6 months + 200 technology and finance leaders from 30 countries = four scenarios of branchless banking for poor people in 2020.

In 2009, CGAP and DFID talked with over 200 technology and finance leaders from 30 countries to determine how branchless banking, including mobile banking, might look in the year 2020. The work culminated in the CGAP/DFID Branchless Banking Scenarios 2020 Focus Note. A video discussion with the authors and some of the leaders in mobile and branchless banking was held in Washington in December; you can watch the archived video here. To help frame the scenarios process, we identified four forces and four uncertainties that are shaping the industry.

Force 3. Crime of various types will continue to rise.

The risk and cost of cash crime is an important force on the demand side—driving customer adoption of electronic forms of payment—as well as affecting the business case of providers. Crime varies greatly in its manifestations and incidence across countries.

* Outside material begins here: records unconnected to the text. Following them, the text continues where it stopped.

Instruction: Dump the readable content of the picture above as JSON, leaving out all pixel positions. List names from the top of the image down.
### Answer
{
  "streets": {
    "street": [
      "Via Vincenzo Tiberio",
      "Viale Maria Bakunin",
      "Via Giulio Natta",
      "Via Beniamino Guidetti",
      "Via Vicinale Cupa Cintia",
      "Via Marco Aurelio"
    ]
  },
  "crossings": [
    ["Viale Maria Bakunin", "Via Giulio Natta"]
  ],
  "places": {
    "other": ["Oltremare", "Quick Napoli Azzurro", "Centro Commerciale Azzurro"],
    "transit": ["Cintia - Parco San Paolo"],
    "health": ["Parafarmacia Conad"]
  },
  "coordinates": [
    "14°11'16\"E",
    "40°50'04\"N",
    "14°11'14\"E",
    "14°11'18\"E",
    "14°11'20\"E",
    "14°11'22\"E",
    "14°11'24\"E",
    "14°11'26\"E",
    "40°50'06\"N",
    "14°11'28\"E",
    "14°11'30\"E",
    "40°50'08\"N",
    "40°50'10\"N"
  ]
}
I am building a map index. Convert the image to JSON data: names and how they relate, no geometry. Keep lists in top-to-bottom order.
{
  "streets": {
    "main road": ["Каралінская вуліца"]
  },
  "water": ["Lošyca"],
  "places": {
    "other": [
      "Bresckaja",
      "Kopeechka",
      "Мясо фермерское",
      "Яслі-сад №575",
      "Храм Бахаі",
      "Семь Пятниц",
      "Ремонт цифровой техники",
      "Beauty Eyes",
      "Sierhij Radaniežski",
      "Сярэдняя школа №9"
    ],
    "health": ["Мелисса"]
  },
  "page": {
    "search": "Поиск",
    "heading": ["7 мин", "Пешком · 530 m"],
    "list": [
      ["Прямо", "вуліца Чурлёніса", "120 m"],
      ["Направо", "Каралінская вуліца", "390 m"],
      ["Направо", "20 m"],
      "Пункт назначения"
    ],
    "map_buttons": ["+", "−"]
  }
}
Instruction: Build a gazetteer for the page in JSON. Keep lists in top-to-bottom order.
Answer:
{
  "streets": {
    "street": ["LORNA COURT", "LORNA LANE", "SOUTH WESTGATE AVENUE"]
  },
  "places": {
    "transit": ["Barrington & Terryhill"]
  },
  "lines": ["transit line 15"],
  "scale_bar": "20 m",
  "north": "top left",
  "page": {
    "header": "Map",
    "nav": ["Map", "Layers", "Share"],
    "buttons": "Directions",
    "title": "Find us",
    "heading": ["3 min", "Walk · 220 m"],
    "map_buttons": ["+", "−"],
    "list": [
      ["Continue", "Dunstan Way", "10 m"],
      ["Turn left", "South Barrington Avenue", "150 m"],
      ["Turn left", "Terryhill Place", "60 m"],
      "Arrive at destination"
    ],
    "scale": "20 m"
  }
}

Two types are especially germane to this analysis:

  • Cash crime, where individuals or institutions (such as banks or merchants) who are known to carry cash are vulnerable to robbery
  • E-crime, where new forms of crime target electronic delivery channels

Cash crime drives up the cost of holding cash (which is often perceived to be “free” by consumers) relative to other alternatives. In Kenya, for example, the cost of insuring cash and transporting it has risen materially in recent years, in part due to central bank regulations mandating increased security after a series of highprofile armored car robberies.

However, while robberies are still the most visible form of crime, looking ahead, emerging forms of e-crime are at least as worrying to providers and increasingly to consumers. The spread of e-commerce has opened new opportunities for criminals, enabling fraud to be committed more quickly, at larger scale, and across borders.

Branchless banking in developing countries is at the very early stage of experiencing e-crime, simply because the amount of usage has not warranted the attention of syndicated criminals who have the resources to make this more than a nuisance to the system as a whole. However, as usage grows, so too will e-crime.

Senior managers of branchless banking schemes interviewed as part of this project displayed a keen sensitivity to the threat of crime, particularly if a massive single episode or a chronic condition of fraud and threat led to loss of consumer trust. One interviewee described it as “the nightmare scenario,” and the only thing they could imagine derailing the growth of mobile financial services.